The kit allows you to rapidly assemble the platform, while providing in-depth information on how the robot operates.
All you need is a few Allen keys and hex-head flat wrenches, a bench vice and a soldering iron.
Leo Rover Developer Kit: develop and improve your robot
This is an open-source mobile 4-wheel drive robot in kit form for which you can develop countless add-ons. Anything ranging from 3D printed robotics parts to new robotics apps. There is also a huge community of inventors you can count on to improve your project.
The Leo Rover Developer kit will therefore adapt to any educational project, involving for example remote control, intelligent navigation, monitoring and exploration, mobile weather stations, etc.
Weight: 6,5 kg
Dimensions: 447x433x249 mm
Payload capacity: ca. 5 kg
Upper platform mounting dimensions
Dimensions: 299 x 183 mm
Hole grid: 18 x 15 mm
Holes: 40 x Φ 7mm + 22 x Φ 5,5mm
Estimated maximum obstacle size: 70 mm
Protection rating: complies with IP66 (not certified)

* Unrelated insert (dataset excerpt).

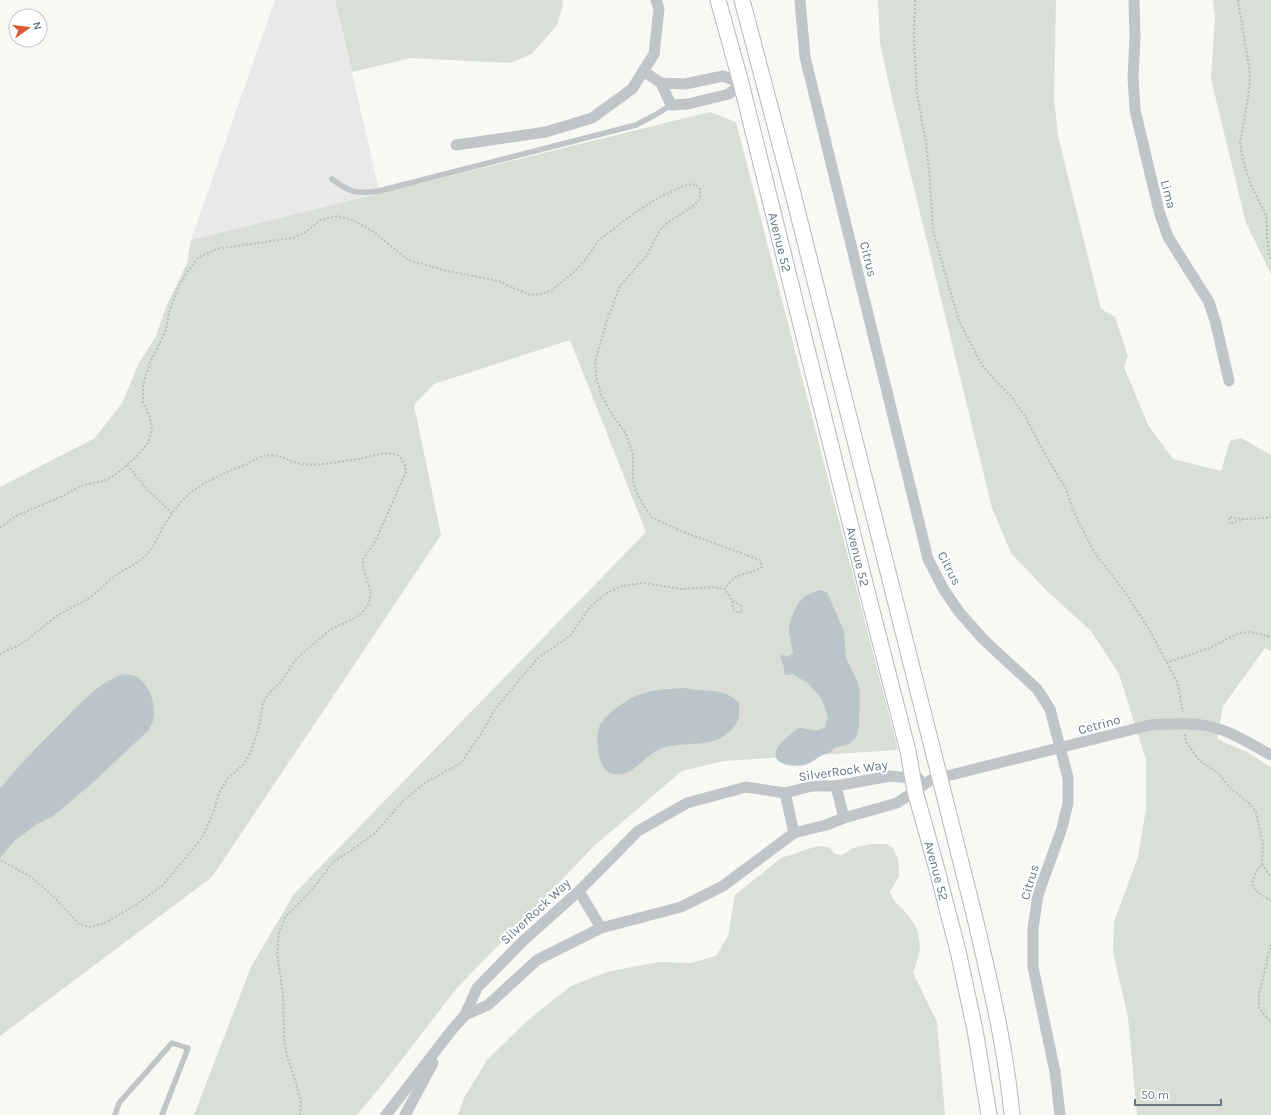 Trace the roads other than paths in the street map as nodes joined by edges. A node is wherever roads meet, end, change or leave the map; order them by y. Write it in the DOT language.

Run time: Estimated 4 hrs of nominal driving
Connection range: Up to 100m (with live video stream)
Motors: 4 x in-hub DC motor with 73.2:1 planetary gearbox and 12 CPR encoder
Wheel diameter: 130 mm
Tire material: rubber with foam insert (non-pneumatic)
Voltage: 11.1 V DC
Capacity: 5000 mAh
Type: Li-Ion with internal PCM
Short-circuit, overcurrent and overdrain safety features
Max. current: 8A (total for the whole Rover)
Max. linear speed: ca. 0.4 m/s
Max. angular speed: ca. 60 deg/s
Camera and network
Camera resolution: 5 MPx
Lens: Fisheye with 170 deg field of view (IR non-filtered; night-vision allowed)

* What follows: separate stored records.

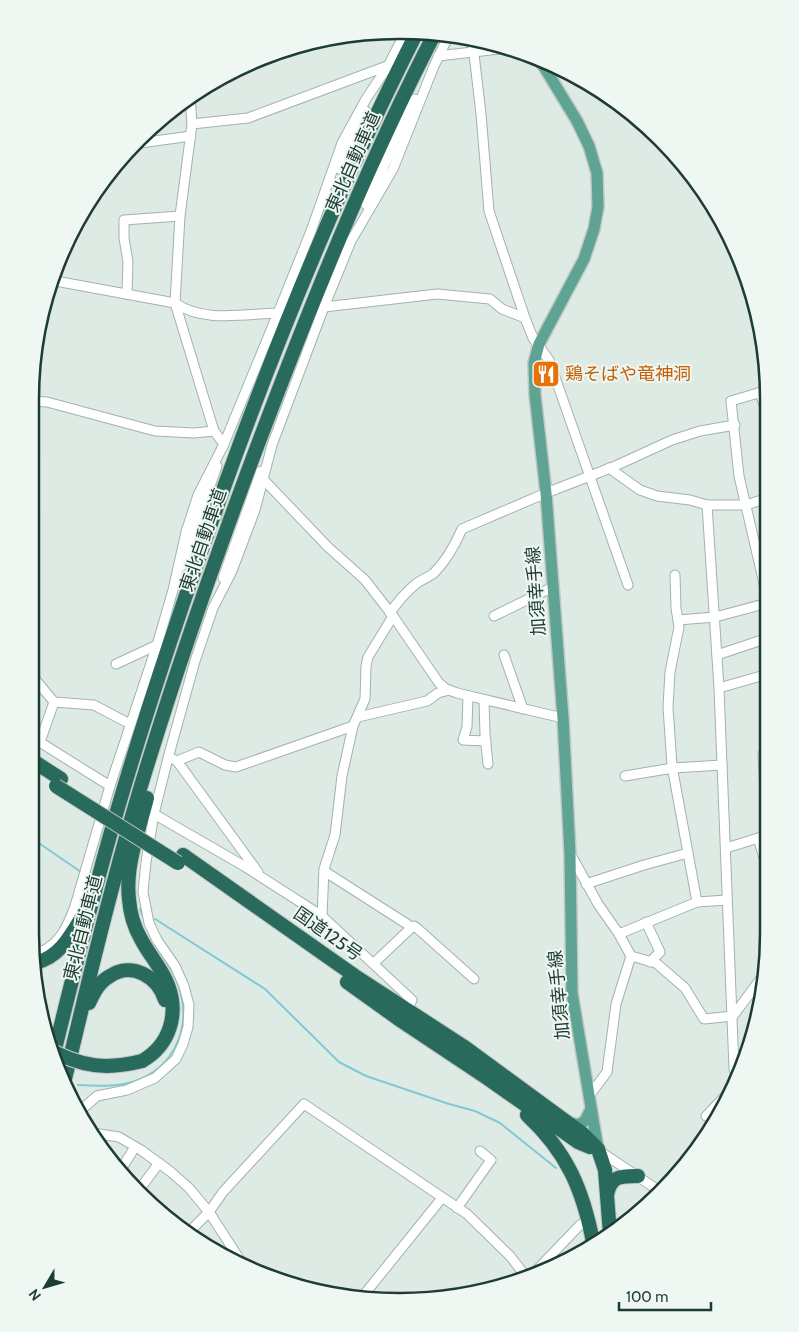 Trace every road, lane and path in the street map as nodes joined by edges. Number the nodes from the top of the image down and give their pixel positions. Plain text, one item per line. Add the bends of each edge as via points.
1 (402, 39) edge
2 (413, 40) edge
3 (431, 41) edge
4 (445, 42) edge
5 (473, 47) edge
6 (492, 51) edge
7 (473, 54) junction
8 (438, 56) junction
9 (388, 66) junction
10 (434, 66) junction
11 (546, 70) edge
12 (191, 106) edge
13 (192, 124) junction
14 (190, 136) junction
15 (146, 142) edge
16 (322, 200) junction
17 (180, 216) junction
18 (351, 241) junction
19 (59, 282) edge
20 (127, 294) junction
21 (175, 303) junction
22 (324, 307) junction
23 (278, 313) junction
24 (525, 318) junction
25 (539, 344) junction
26 (760, 392) edge
27 (39, 402) edge
28 (735, 425) junction
29 (214, 431) junction
30 (224, 444) junction
31 (609, 468) junction
32 (589, 476) junction
33 (262, 478) junction
34 (546, 493) junction
35 (760, 501) edge
36 (707, 505) junction
37 (746, 505) junction
38 (760, 567) edge
39 (675, 575) dead end
40 (628, 585) dead end
41 (553, 587) junction
42 (173, 590) junction
43 (760, 604) edge
44 (213, 608) junction
45 (391, 614) junction
46 (494, 616) dead end
47 (715, 617) junction
48 (678, 620) junction
49 (760, 641) edge
50 (157, 645) junction
51 (504, 655) dead end
52 (717, 655) junction
53 (116, 664) dead end
54 (760, 676) edge
55 (39, 684) edge
56 (719, 688) junction
57 (449, 690) junction
58 (468, 696) junction
59 (484, 700) junction
60 (54, 702) junction
61 (168, 702) junction
62 (523, 709) junction
63 (358, 717) junction
64 (563, 718) junction
65 (130, 724) junction
66 (353, 726) junction
67 (486, 741) junction
68 (40, 742) joint
69 (168, 758) junction
70 (177, 761) junction
71 (488, 764) dead end
72 (722, 765) junction
73 (39, 766) edge
74 (673, 768) junction
75 (39, 774) edge
76 (625, 776) dead end
77 (58, 782) junction
78 (110, 786) junction
79 (154, 814) junction
80 (760, 837) edge
81 (726, 848) junction
82 (570, 853) junction
83 (688, 853) junction
84 (324, 871) junction
85 (261, 877) junction
86 (586, 884) junction
87 (727, 900) junction
88 (92, 901) junction
89 (697, 902) junction
90 (322, 916) junction
91 (646, 922) junction
92 (411, 928) junction
93 (619, 934) junction
94 (40, 951) edge
95 (631, 956) junction
96 (40, 962) edge
97 (650, 962) junction
98 (374, 963) junction
99 (474, 979) dead end
100 (756, 985) edge
101 (404, 1015) junction
102 (733, 1016) junction
103 (77, 1026) junction
104 (56, 1042) edge
105 (57, 1045) edge
106 (61, 1056) edge
107 (141, 1058) junction
108 (734, 1068) edge
109 (67, 1072) edge
110 (589, 1096) junction
111 (716, 1106) edge
112 (84, 1107) edge
113 (591, 1109) junction
114 (706, 1116) dead end
115 (567, 1122) junction
116 (101, 1134) edge
117 (135, 1147) junction
118 (598, 1150) junction
119 (480, 1151) dead end
120 (159, 1163) junction
121 (124, 1165) edge
122 (638, 1176) junction
123 (142, 1186) edge
124 (655, 1188) edge
125 (442, 1198) junction
126 (607, 1198) junction
127 (457, 1208) junction
128 (208, 1212) junction
129 (589, 1220) junction
130 (609, 1226) edge
131 (193, 1228) edge
132 (598, 1233) edge
133 (592, 1237) edge
134 (236, 1254) edge
135 (543, 1264) edge
136 (522, 1272) edge
137 (367, 1291) edge

1 - 9 street
2 - 88 highway, 東北自動車道 via 328,221 264,377 167,650
3 - 61 highway, 東北自動車道 via 360,188 314,297 216,555
4 - 8 street
5 - 7 street
6 - 7 street
7 - 8 street
7 - 24 street via 489,211
8 - 10 street
9 - 13 street via 248,118
9 - 16 street
9 - 16 street via 342,143
10 - 18 street via 387,154
10 - 18 street via 393,169
11 - 25 main road, 加須幸手線 via 589,146 597,173 598,206 584,259
12 - 13 street
13 - 14 street
14 - 15 street
14 - 17 street
16 - 23 street
17 - 20 street via 124,220
17 - 21 street
18 - 22 street
19 - 20 street
20 - 21 street
21 - 23 street via 206,316
21 - 29 street
22 - 24 street via 437,294 490,299 502,309
22 - 33 street
23 - 30 street
24 - 25 street via 532,338
25 - 32 street via 548,360
25 - 34 main road, 加須幸手線 via 534,363 535,394
26 - 28 street via 731,401
27 - 29 street via 155,431 194,434
28 - 31 street via 672,440
28 - 37 street via 739,476
29 - 30 street
30 - 42 street via 204,510
30 - 42 street via 195,504
31 - 32 street
31 - 36 street via 640,490
32 - 34 street
32 - 40 street
33 - 44 street via 240,523
33 - 44 street via 256,510 232,571
33 - 45 street via 328,547 365,580
34 - 41 main road, 加須幸手線
34 - 45 street via 462,529 454,548 440,566 403,596
35 - 37 street
36 - 37 street
36 - 47 street
37 - 38 street
39 - 48 street
41 - 46 street
41 - 64 main road, 加須幸手線
42 - 50 street
43 - 47 street
44 - 69 street
45 - 57 street via 439,683
45 - 63 street via 368,657 365,699
47 - 48 street
47 - 52 street
48 - 74 street via 668,707
49 - 52 street
50 - 53 street
50 - 65 street
51 - 62 street
52 - 56 street
54 - 56 street
55 - 60 street
56 - 72 street
57 - 58 street
57 - 63 street via 427,701
58 - 59 street
58 - 67 street via 467,727 463,740
59 - 62 street
59 - 67 street
60 - 65 street via 94,705
60 - 68 street
61 - 103 highway, 東北自動車道 via 106,907
61 - 107 highway via 131,860 128,899 140,939 168,984 173,1004 165,1039 152,1055
62 - 64 street
63 - 66 street
64 - 82 main road, 加須幸手線
65 - 78 street
66 - 70 street via 236,767 225,766 198,752
66 - 84 street via 342,776 335,835
67 - 71 street
68 - 78 street
69 - 70 street
69 - 79 street
70 - 85 street
72 - 74 street
72 - 81 street
73 - 77 highway, 国道125号
74 - 76 street
74 - 83 street
75 - 77 highway, 国道125号
77 - 101 highway, 国道125号 via 355,976
78 - 94 street via 68,925 50,947
79 - 85 street
79 - 112 street via 143,892 149,923 184,986 189,1005 188,1027 176,1059 155,1078 127,1090 97,1096
80 - 81 street
81 - 87 street
82 - 86 street
82 - 110 main road, 加須幸手線 via 572,993
83 - 86 street
83 - 89 street
84 - 90 street
84 - 92 street
85 - 90 street
86 - 93 street
87 - 89 street
87 - 102 street
88 - 96 highway via 60,950
88 - 104 highway, 東北自動車道
89 - 91 street
90 - 98 street
91 - 93 street
91 - 97 street via 660,952
92 - 98 street
92 - 99 street via 418,929
93 - 95 street
95 - 97 street
95 - 110 street via 616,1004 607,1072
97 - 102 street via 685,988 704,1019
98 - 101 street via 412,1000
100 - 102 street
101 - 115 highway, 国道125号 via 463,1046
101 - 118 highway, 国道125号 via 578,1142
101 - 129 highway via 537,1125 568,1164 581,1191
102 - 108 street
103 - 107 highway via 96,990 111,974 127,970 145,974 162,991 167,1006 165,1024 158,1039
103 - 109 highway, 東北自動車道
105 - 107 highway via 84,1056 106,1060
106 - 107 highway, bridge via 103,1066 124,1066
110 - 113 main road, 加須幸手線
111 - 114 street
113 - 115 main road via 578,1126
113 - 118 main road, 加須幸手線
115 - 118 highway, 国道125号
116 - 117 street via 119,1137
117 - 120 street
117 - 121 street
118 - 122 street
118 - 126 highway, 国道125号 via 605,1170
118 - 132 highway
119 - 127 street via 491,1160
120 - 123 street
120 - 128 street via 189,1188
122 - 124 street
122 - 126 highway via 616,1179 608,1187
125 - 127 street
125 - 128 street via 304,1104
125 - 137 street
126 - 130 highway, 国道125号
127 - 136 street via 510,1256
128 - 131 street
128 - 134 street
129 - 133 highway
129 - 135 street via 580,1225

WiFi 2.4 GHz access point with external antenna
WiFi 2.4 GHZ + 5 GHz on internal RPi antennas for connectivity
Operating system: Ubuntu 20.04 + Robot Operating System
Ready-to-go UI located under '10.0.0.1' when using standard Leo Software Image.
Open source firmware
RaspberryPi 4B 2GB (or higher) as the main computer
LeoCore as real-time microcontroller: STM32F4 (@84MHz, 64KB RAM, 256KB Flash)
1x waterproof microUSB socket
1x antenna RP-SMA male socket
1x 3-pin Weipu SP13 12V power socket
Internal open interfaces
RaspberryPi's: 2x USB, 20x GPIO, RJ45 Ethernet, 1x RPi display port, Bluetooth 5.0 with BLE
You need any web-enabled device to access stock UI under '10.0.0.1' in your browser.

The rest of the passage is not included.